I toyed with combinations of pearls, shells and hematite chips for the necklace portion, but, feeling that a beaded necklace would detract from the coolness of the pendant itself, I chose to hang it on chain instead. A plain chain also seemed bare, so I accented it with hematite rings and tiny bits of turquoise.



I often get ideas for other pieces while implementing a design. I frequently make one earring and then run off and make some completely different before coming back to finish the other half of the pair. Sometimes I end up with three non-matching earrings and the beginning of a necklace at the end of an evening! While I was assembling the hematite and turquoise accents, I found myself shaking them and thinking how pleasantly dangly they were. A matching set of earrings seemed like the natural vehicle for this dangliness, and so the Creeping Vines Pendant and Earrings Set was born!

Wednesday, April 9, 2008

Design-a-Day: Dragonfly Cluster Earrings

Lately, I've been overjoyed by cluster earrings. I can't stop making them -- they're just so darn simultaneously fun and elegant. They feel nice swinging from ears, and they make soft tinkly sounds when you turn your head. I'm sorely tempted to keep every pair I make!

Clusters are small but time-consuming to make, as each bead must be individually wound and wired into the cluster by hand. There's a temptation to make big, bountiful clusters, but I take the weight of the finished piece into account and try to hold back.

I went on a cluster earring tear one day last week and made them out of agate pebbles, agate donuts, and orange mother of pearl.

Tuesday, April 8, 2008

Byzantine Weave

Several weeks ago, bored with my bead collection, I went looking for something more interesting than chain to put between beads. I found a great tutorial (which I have since lost) on byzantine weave, which is a pattern for attaching jump rings together to make nifty 3D chains with a nice medieval luxury look to them. I promptly made a turquoise necklace (no photo yet) and some dangly earrings with lapis-colored howllite (pictured below - you can find a bigger photo on the product listing).

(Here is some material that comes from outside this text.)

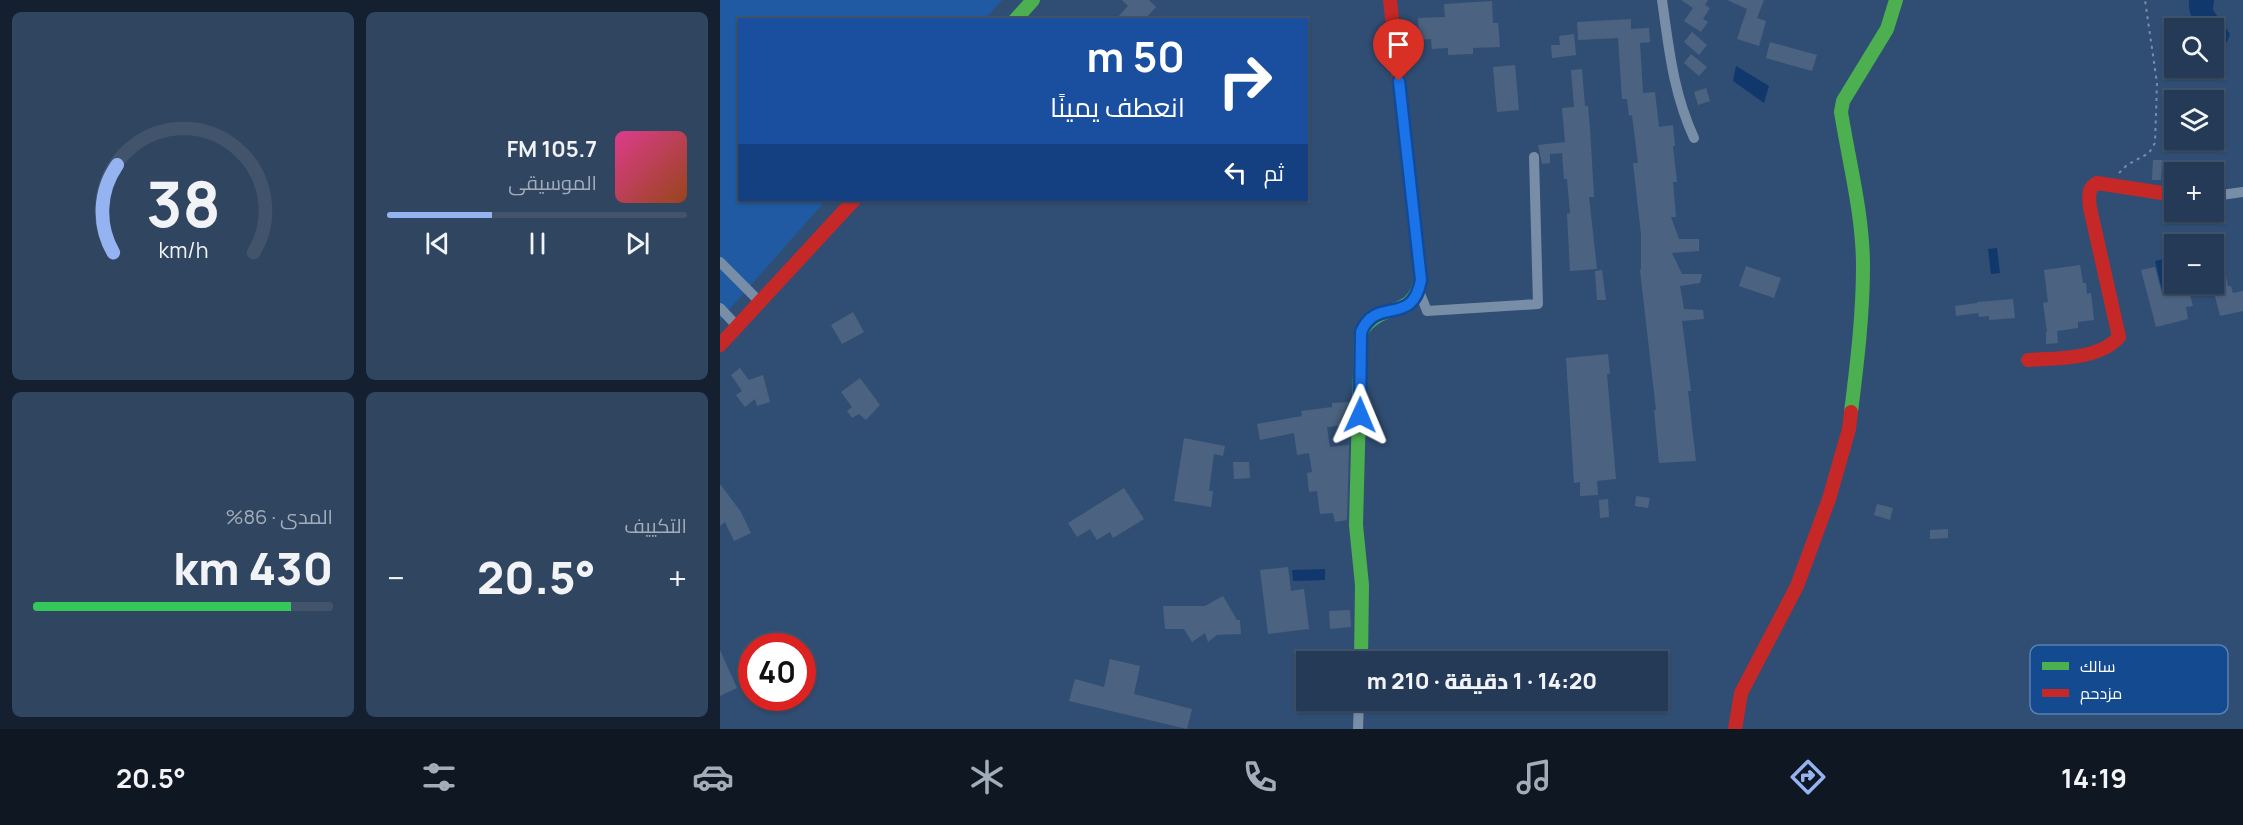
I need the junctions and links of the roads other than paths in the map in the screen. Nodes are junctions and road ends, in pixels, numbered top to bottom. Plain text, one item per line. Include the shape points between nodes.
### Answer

I happened to mention my weaving foray to the lovely Sharon Henry of Mana Moon Studios, who I'd just met through Flickr. She pointed me to The Ring Lord, a supplier of rings for chain mail. It turns out that these weaves require a particular ratio of wire diameter to ring diameter, lest the links just sag into a mess of disorganized rings when you lay the piece down. It doesn't matter so much for earrings since they're constantly under tension, but for a necklace or bracelet, having the right ratio counts. It's called "aspect ratio" by chain mail suppliers, and The Ring Lord lists the optimal aspect ratios for many weaves and provides a search feature for finding rings of a particular aspect ratio. At the time, I didn't understand this aspect ratio business yet, so I just stared at the vast array of rings and then fled in terror.

A few weeks later, though, I received a request for a bracelet to go with the Byzantine Pool earrings. Fulfilling someone else's jewelry desire is always a great motivator to me -- this is why I like doing custom orders. With the impetus to do a proper weave, I tore off to The Ring Lord to puzzle out this aspect ratio business. Once I understood, it was straightforward to select some fine silver rings of the prescribed aspect ratio. I chose 18 gauge fine silver rings with a 5/32" inner diameter. The company is in Canada, so the rings took two weeks to arrive, but they came on Saturday, and they worked fabulously! The links are nice and tight. If you're looking for these rings, products on The Ring Lord website don't have their own URLs, which is silly, but searching for "SXSFN18532" (the item number) will locate them.

I'll have photos of the bracelet once I get some daylight.